The telescope is computer controlled from a computer located in a Hall of Science warm room. This computer is accessible from the dome, and can also be linked to a separate dome PC running The Sky software. This program produces a computer skymap for any time and date, and by clicking on a particular celestial object, the telescope will slew to view that object. Readout information for the dome position is also fed to the computer which then ensures that the dome opening will automatically rotate in front of the telescope aperture.

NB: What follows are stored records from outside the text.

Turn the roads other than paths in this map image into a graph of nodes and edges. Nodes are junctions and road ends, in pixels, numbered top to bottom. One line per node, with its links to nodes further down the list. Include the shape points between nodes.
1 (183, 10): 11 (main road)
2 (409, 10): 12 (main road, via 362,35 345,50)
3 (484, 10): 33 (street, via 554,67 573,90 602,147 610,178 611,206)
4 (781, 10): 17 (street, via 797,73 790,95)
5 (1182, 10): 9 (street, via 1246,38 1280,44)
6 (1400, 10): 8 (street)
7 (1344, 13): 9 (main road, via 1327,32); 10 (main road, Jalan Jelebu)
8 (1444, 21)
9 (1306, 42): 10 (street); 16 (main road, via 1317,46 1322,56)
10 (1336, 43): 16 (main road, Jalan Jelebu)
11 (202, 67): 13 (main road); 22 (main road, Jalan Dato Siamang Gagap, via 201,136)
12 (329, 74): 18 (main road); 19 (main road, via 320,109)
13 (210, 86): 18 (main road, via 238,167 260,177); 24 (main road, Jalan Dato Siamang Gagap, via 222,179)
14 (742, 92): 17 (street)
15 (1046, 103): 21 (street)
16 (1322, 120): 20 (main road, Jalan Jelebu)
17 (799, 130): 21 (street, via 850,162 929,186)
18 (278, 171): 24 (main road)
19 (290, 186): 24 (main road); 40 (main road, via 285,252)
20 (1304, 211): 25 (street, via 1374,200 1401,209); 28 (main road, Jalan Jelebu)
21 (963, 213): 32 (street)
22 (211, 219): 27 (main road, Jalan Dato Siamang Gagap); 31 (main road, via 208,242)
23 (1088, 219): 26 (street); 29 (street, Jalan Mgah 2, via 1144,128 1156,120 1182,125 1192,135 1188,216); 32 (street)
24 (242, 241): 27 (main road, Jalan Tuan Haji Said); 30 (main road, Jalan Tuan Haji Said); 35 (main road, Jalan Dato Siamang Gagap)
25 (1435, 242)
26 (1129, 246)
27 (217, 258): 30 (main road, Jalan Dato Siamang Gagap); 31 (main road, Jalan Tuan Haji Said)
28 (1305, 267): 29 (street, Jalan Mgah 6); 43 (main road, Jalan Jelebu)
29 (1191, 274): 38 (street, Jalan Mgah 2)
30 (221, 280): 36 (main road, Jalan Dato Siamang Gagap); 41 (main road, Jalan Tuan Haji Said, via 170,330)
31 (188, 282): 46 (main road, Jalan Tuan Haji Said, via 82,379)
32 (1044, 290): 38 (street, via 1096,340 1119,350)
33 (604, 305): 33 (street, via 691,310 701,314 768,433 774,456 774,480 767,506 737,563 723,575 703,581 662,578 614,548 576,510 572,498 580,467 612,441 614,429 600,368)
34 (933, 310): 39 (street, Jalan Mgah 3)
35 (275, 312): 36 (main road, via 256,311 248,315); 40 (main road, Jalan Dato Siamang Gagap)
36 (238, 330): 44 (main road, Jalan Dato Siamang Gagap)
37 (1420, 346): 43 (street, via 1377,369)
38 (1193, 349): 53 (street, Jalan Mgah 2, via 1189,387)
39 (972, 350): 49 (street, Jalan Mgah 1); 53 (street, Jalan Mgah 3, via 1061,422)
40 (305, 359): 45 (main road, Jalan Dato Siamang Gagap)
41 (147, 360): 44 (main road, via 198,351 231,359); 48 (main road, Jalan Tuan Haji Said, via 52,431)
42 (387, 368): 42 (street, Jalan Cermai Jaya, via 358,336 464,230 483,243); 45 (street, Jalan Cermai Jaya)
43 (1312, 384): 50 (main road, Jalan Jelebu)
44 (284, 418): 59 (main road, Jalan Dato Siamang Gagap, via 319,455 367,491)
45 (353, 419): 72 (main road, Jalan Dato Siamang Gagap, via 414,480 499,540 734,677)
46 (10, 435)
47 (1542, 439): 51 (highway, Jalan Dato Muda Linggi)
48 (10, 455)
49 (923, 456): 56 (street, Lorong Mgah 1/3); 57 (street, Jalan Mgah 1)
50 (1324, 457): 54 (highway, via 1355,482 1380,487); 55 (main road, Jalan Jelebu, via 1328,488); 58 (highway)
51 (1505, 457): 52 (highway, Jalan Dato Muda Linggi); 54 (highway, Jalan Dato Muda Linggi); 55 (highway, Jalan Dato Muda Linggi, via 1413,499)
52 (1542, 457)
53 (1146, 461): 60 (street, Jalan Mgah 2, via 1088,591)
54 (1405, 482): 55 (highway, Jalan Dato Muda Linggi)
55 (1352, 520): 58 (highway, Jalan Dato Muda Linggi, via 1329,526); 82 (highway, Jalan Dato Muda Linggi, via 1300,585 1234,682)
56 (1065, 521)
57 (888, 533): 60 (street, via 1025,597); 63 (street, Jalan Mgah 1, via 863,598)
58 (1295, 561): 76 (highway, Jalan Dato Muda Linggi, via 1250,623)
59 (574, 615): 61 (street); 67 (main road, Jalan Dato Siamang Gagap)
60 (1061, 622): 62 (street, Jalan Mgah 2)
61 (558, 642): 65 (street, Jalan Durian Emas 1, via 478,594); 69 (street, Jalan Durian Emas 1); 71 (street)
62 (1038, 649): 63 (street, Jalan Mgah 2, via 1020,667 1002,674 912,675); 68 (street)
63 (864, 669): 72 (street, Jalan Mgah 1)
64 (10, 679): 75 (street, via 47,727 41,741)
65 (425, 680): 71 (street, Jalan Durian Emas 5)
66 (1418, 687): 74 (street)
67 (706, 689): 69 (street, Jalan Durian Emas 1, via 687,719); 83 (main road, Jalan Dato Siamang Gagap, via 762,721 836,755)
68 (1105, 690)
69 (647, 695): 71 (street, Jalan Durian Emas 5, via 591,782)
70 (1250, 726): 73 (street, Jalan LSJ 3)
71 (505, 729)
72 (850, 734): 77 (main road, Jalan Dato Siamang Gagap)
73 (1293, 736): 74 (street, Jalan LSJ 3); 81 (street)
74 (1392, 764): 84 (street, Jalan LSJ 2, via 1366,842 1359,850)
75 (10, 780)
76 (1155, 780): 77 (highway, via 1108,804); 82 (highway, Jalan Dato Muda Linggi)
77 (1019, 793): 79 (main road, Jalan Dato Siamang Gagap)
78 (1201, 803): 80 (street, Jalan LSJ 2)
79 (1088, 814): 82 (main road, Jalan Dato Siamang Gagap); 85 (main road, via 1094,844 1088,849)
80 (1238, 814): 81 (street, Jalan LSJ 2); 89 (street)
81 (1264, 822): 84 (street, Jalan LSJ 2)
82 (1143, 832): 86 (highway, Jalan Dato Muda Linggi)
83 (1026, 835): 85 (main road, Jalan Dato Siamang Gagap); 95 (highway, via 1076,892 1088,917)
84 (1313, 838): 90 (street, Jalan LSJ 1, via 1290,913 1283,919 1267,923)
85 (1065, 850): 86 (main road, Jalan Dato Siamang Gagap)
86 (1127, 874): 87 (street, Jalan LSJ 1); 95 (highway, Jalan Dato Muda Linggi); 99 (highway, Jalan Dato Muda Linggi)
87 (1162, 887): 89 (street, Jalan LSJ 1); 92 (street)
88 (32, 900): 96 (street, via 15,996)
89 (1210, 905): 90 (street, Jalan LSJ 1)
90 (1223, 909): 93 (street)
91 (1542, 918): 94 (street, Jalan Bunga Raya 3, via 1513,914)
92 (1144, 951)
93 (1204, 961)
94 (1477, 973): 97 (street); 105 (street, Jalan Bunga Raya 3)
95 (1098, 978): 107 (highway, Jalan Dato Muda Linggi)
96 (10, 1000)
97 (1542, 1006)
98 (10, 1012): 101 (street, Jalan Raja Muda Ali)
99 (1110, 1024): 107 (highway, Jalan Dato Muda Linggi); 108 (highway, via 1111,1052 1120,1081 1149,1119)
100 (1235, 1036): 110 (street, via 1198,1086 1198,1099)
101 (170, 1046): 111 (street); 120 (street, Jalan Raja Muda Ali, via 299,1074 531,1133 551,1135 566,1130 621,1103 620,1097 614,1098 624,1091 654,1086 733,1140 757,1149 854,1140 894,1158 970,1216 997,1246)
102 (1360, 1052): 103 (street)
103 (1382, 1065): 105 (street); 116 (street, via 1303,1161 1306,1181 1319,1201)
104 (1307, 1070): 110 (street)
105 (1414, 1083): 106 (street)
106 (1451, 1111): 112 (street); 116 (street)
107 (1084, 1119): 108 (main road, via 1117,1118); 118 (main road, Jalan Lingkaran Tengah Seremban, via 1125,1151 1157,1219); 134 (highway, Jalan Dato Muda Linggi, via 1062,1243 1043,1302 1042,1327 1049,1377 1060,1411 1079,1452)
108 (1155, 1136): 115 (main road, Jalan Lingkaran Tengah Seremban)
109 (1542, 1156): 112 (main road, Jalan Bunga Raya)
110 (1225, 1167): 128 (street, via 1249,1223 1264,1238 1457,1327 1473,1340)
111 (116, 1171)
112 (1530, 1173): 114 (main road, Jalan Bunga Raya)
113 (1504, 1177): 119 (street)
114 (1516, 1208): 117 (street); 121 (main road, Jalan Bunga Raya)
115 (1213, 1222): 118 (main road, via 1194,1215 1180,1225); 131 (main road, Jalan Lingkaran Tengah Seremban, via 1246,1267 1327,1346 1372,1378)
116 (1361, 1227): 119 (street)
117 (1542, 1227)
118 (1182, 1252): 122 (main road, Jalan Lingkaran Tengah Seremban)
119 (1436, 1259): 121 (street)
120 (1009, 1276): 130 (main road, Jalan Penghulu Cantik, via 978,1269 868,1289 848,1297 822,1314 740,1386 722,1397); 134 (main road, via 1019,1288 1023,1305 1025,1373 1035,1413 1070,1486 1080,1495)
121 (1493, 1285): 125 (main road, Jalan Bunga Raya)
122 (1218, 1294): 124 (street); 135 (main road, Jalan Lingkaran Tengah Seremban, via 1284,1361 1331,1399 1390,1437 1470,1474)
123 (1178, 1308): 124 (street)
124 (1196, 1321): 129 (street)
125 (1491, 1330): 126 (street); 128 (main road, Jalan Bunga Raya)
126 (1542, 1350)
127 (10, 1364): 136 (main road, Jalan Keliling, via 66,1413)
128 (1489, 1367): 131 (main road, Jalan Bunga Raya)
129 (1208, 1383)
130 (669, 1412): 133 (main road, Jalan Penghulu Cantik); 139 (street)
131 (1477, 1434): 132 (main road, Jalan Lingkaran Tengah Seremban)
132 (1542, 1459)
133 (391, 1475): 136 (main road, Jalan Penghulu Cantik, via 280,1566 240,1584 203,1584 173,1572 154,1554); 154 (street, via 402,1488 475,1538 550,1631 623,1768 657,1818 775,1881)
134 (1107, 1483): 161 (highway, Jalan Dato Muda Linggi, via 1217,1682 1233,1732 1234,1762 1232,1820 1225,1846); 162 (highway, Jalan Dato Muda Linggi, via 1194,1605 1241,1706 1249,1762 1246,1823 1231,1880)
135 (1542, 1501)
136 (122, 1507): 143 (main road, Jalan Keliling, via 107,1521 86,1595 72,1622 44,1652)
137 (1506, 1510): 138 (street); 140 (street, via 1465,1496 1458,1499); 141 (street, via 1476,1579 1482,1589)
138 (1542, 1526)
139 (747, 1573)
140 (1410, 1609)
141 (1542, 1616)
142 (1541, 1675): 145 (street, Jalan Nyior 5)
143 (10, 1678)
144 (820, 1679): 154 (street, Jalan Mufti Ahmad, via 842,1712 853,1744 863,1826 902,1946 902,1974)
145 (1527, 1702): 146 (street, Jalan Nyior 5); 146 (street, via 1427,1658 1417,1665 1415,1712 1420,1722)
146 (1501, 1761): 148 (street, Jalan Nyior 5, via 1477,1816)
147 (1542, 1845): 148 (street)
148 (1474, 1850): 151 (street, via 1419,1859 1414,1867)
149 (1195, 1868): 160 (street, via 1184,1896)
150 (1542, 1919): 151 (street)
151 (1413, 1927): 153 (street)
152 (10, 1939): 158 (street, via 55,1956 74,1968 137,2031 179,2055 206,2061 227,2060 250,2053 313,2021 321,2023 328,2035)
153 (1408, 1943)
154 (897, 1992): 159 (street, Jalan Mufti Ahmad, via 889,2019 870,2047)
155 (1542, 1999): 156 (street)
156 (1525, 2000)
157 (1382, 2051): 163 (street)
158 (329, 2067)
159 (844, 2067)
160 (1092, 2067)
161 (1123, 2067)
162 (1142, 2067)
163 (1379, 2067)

A Santa Barbara Instrument Group (SBIG) ST-1001E large format, megapixel CCD camera is mounted to the telescope via a custom DFM Filter Wheel (FW-82) module containing six rotatable filters and eyepiece. The ST-1001E camera uses a Kodak KAF-1001E “Blue-Plus” Enhanced CCD chip with an array of 1024 x 1024 pixels, 24 micron-square pixels, a 180,000 electron full-well capacity, and a typical dark current of less than 1e-/pixel/second at -25 C. The camera head is thermoelectrically cooled and regulated to operate at a temperature of -40 C. The camera is controlled via CCDSoft software on the dome computer. Mounted on the telescope, images of approximately 25 x 25 minutes of arc are possible. Images acquired by the dome computer are transferred via a local area network to a separate image analysis computer in the warm room. Mira AP image processing software is used.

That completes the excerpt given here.